6. Retelling the End: The Pre-text

As this article makes amply clear, a certain qualitative project—i.e., the conceptualisation of "whole lives" in Japan and in Britain—became a pre-text for personal stock-taking. And the word pre-text is quite appropriate here. The "whole lives" project acted both as a temporary crystallisation of interests and a point of departure for this article; in other words, it worked as a "pre-text". [23]

In the reminder of this narrative, I am finally going to give account of the "whole lives project" in the more formal register of the scholarly article. A joint account is also planned where the voices of the two authors will be give comparable space (BARGIELA-CHIAPPINI & TANAKA, in preparation). [24]

In her monograph, "The Human Condition", the German political philosopher Hannah ARENDT (1906-1975) writes: "No human life, not even the life of the hermit in nature's wilderness, is possible without a world which directly or indirectly testifies to the presence of other human beings" (1958, p.22). The inherent sociality of human life, the awareness of the presence, though not necessarily co-presence, of others in our world shapes our notion of human identity. The lives that each of us are grow out of this condition of co-existence and derive their meaning from it. When we are invited to think about "whole lives", which in the contemporary British social context may be suggestive of certain debates around work-life balance, the first reaction is a terminological question: "whole lives" as opposed to fragmented lives, partial lives, conflicting lives? Lives divided between work and home, or between work and life itself? At the time, the work-life dichotomy struck me as an oxymoron; surely work is part of one's life, whether a person is in employment and/or runs a household? Arguably, the debates in sociology and organisation studies (e.g., MAXWELL & McDOUGALL, 2004; TIETZE & MUSSON, 2005) suggest that work may be swallowing up "life"; there is little "life" left outside paid work for many people in full-time employment; for example, in the case of many women working outside the home and bringing up a family "life" may be lost between periods of paid and unpaid work. [25]

It was probably the vaguely philosophical quality of the concept of "wholeness" that caught my attention in the call for papers launched by the convenors2) of the stream on "Whole lives" for the 6th Critical Management Studies conference (July 13-15, 2009, Warwick, UK). My first move on receipt of the call was to analyse and interrogate the text: Do the convenors truly believe in the validity of this concept? Do they ask potential contributors to believe in it, at least until their abstracts have been accepted? Is it a speculative journey they are enticing us into? Have they reached some kind of landmark in their own personal explorations or experiences of "wholeness"? In other words: What are the convenors' motivations for inviting other colleagues to consider the topic of whole lives? [26]

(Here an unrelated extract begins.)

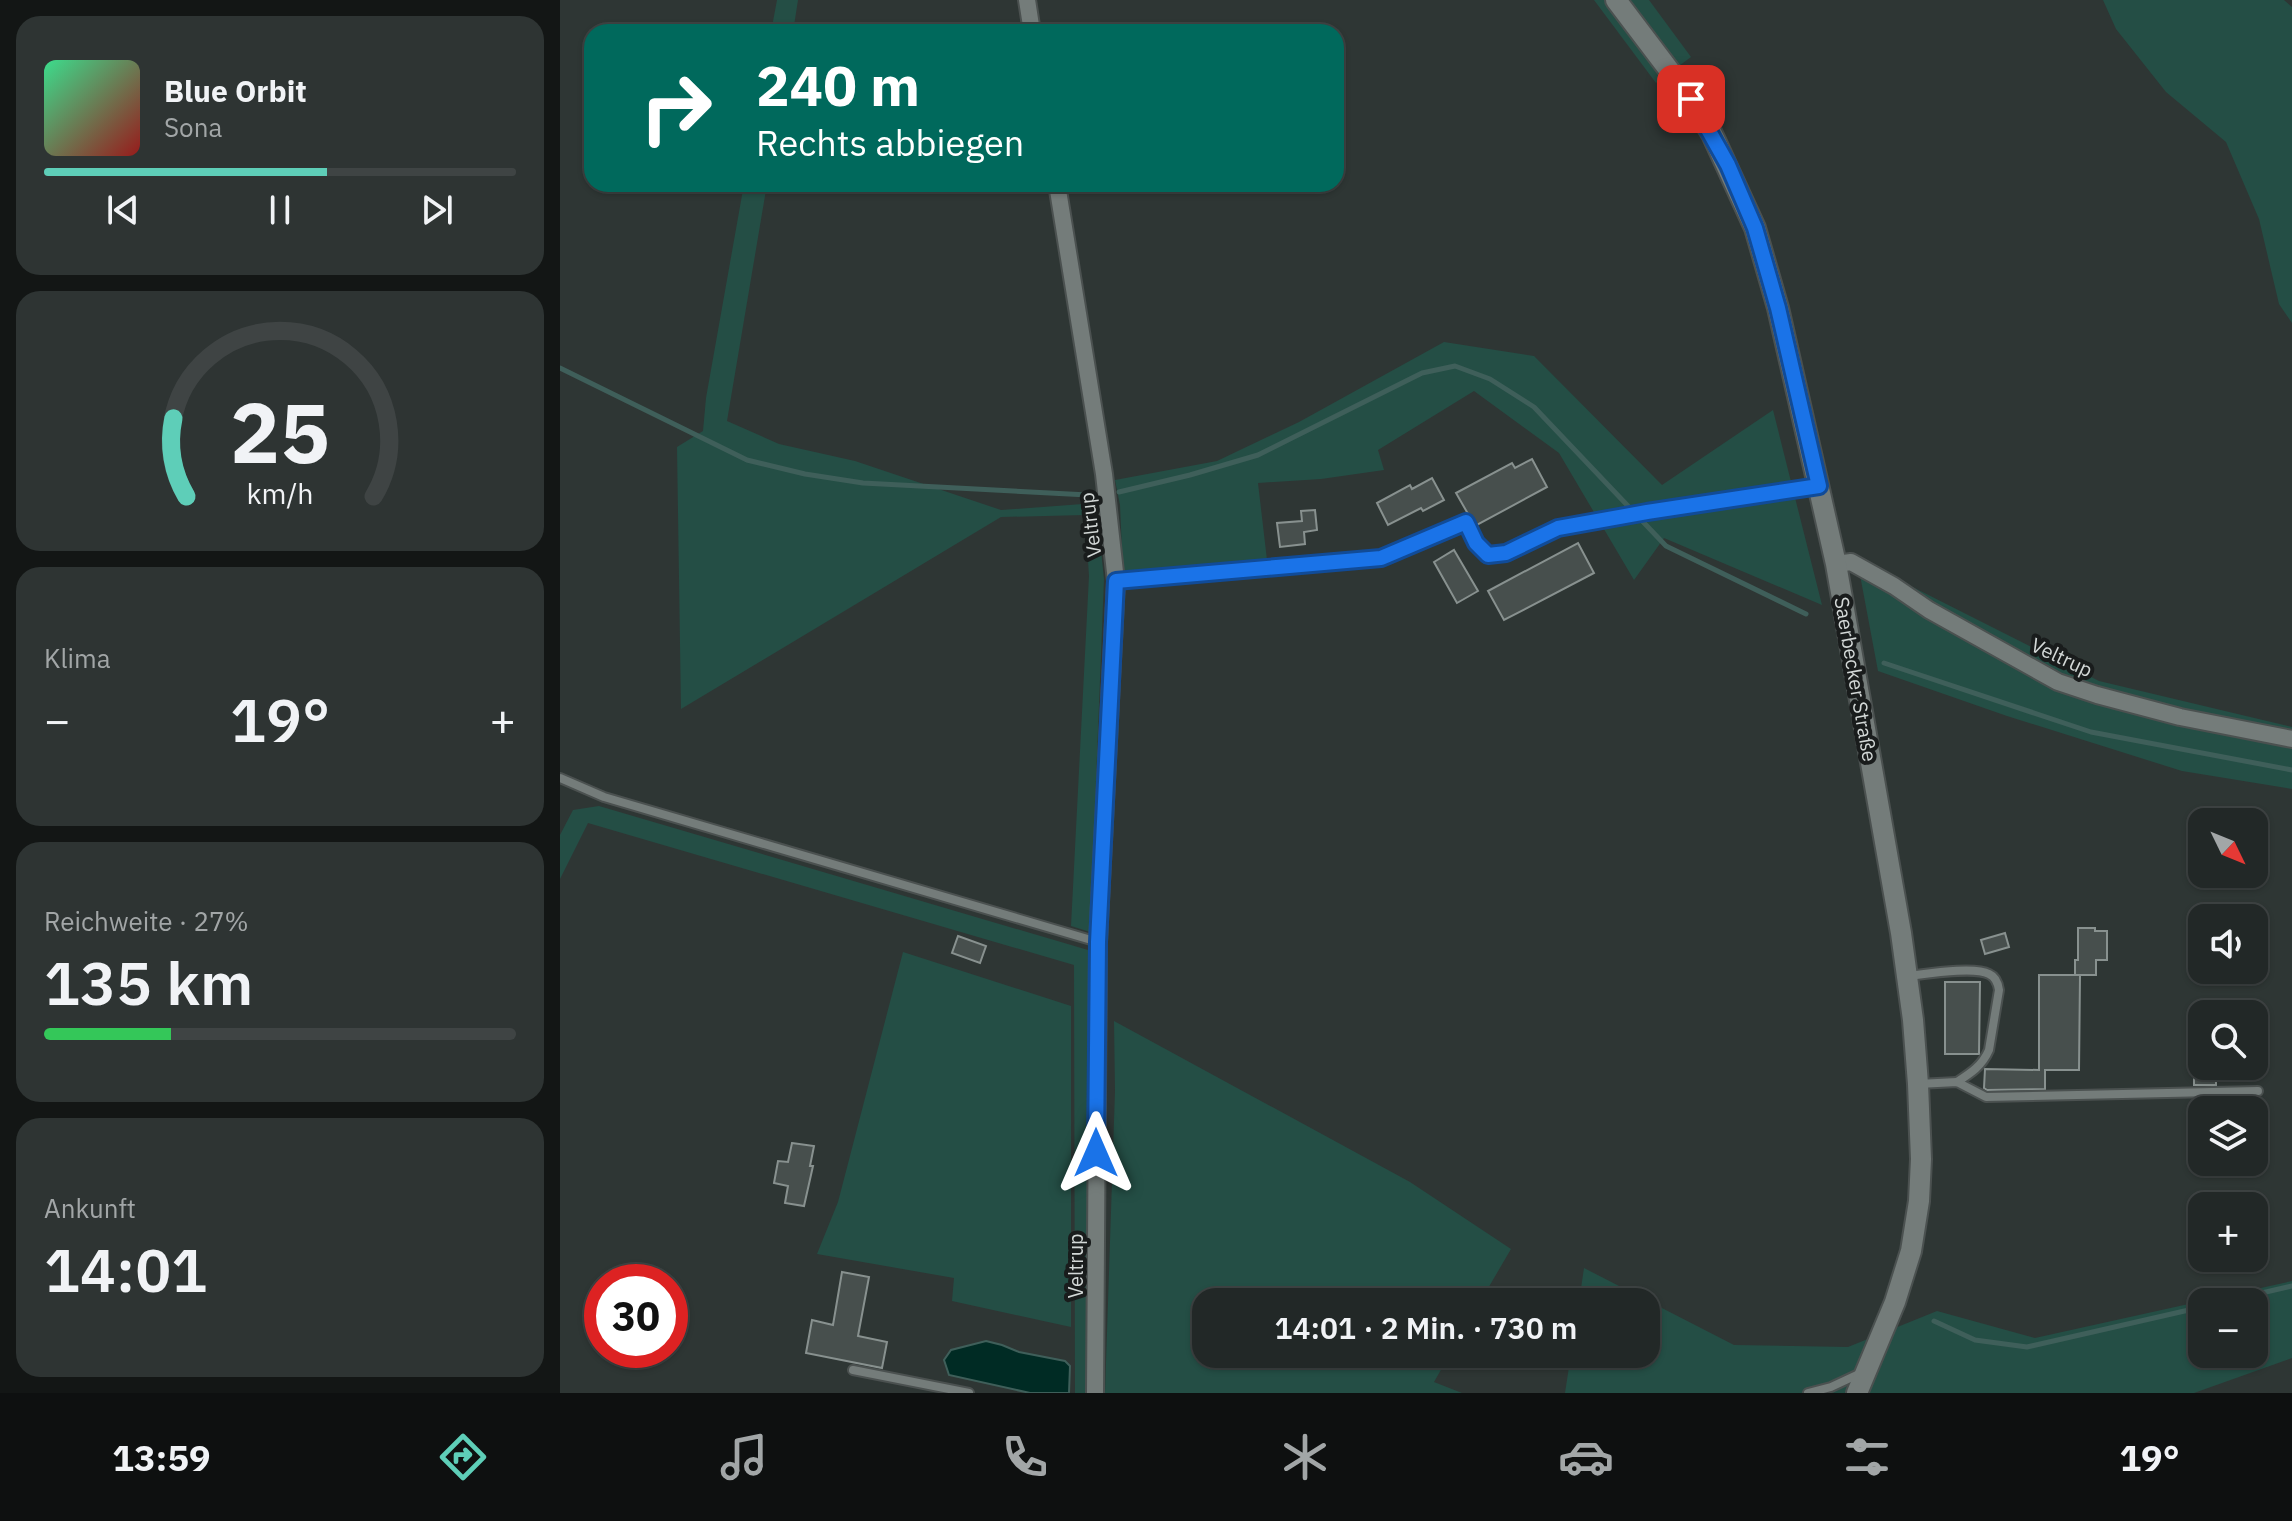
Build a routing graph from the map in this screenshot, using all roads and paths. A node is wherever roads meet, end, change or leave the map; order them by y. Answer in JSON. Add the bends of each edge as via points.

To balance the ideological overtones of what I thought was possibly a very "western" theme, I invited a colleague with whom I had had the opportunity of spending many hours in conversation on a whole range of research and life issues. Hiromasa TANAKA spent a sabbatical at my former university in the UK and was just the ideal collaborator for a project that required "differing perspectives". The "cross-cultural + cross-linguistic" angle of the proposed joint paper was going to be relatively rare at a critical management studies conference; Hiro's native context of Japan, which is known for a distinctive and pervasive work ethic was an additional relevant facet. [27]

The pragmatician and philosopher of the language John SEARLE in an essay on the ontological primacy of language, observes that

"social ontology is prior to methodology and theory ... in the sense that unless you have a clear conception of the nature of the phenomenon you are investigating, you are unlikely to develop the right methodology and the right theoretical apparatus for conducting the investigation" (2008, pp.443-44). [28]

On starting work on the extended abstract for the whole lives paper, I systematically excluded the interpretive approaches that I had used in earlier projects. The literature on flexi-work, work-life balance and tele-working attracted my attention as possible sources of inspiration for the otherwise elusive concept of "whole lives". Not only did I not find anything particularly relevant in them but it also became apparent that such a concept could have more than one disciplinary home: ethics, philosophy, social theory, sociology, psychoanalysis ... . Additionally, I had suggested to Hiro that we could perhaps try to look for "whole lives" separately, within our respective disciplinary and cultural traditions. On hindsight, this (artificial) attempt to preserve the indigenous nature of the process of conceptualisation, proved impractical. "Intercultural leaks" were inevitable whenever we exchanged emails on impressions, hunches and findings. [29]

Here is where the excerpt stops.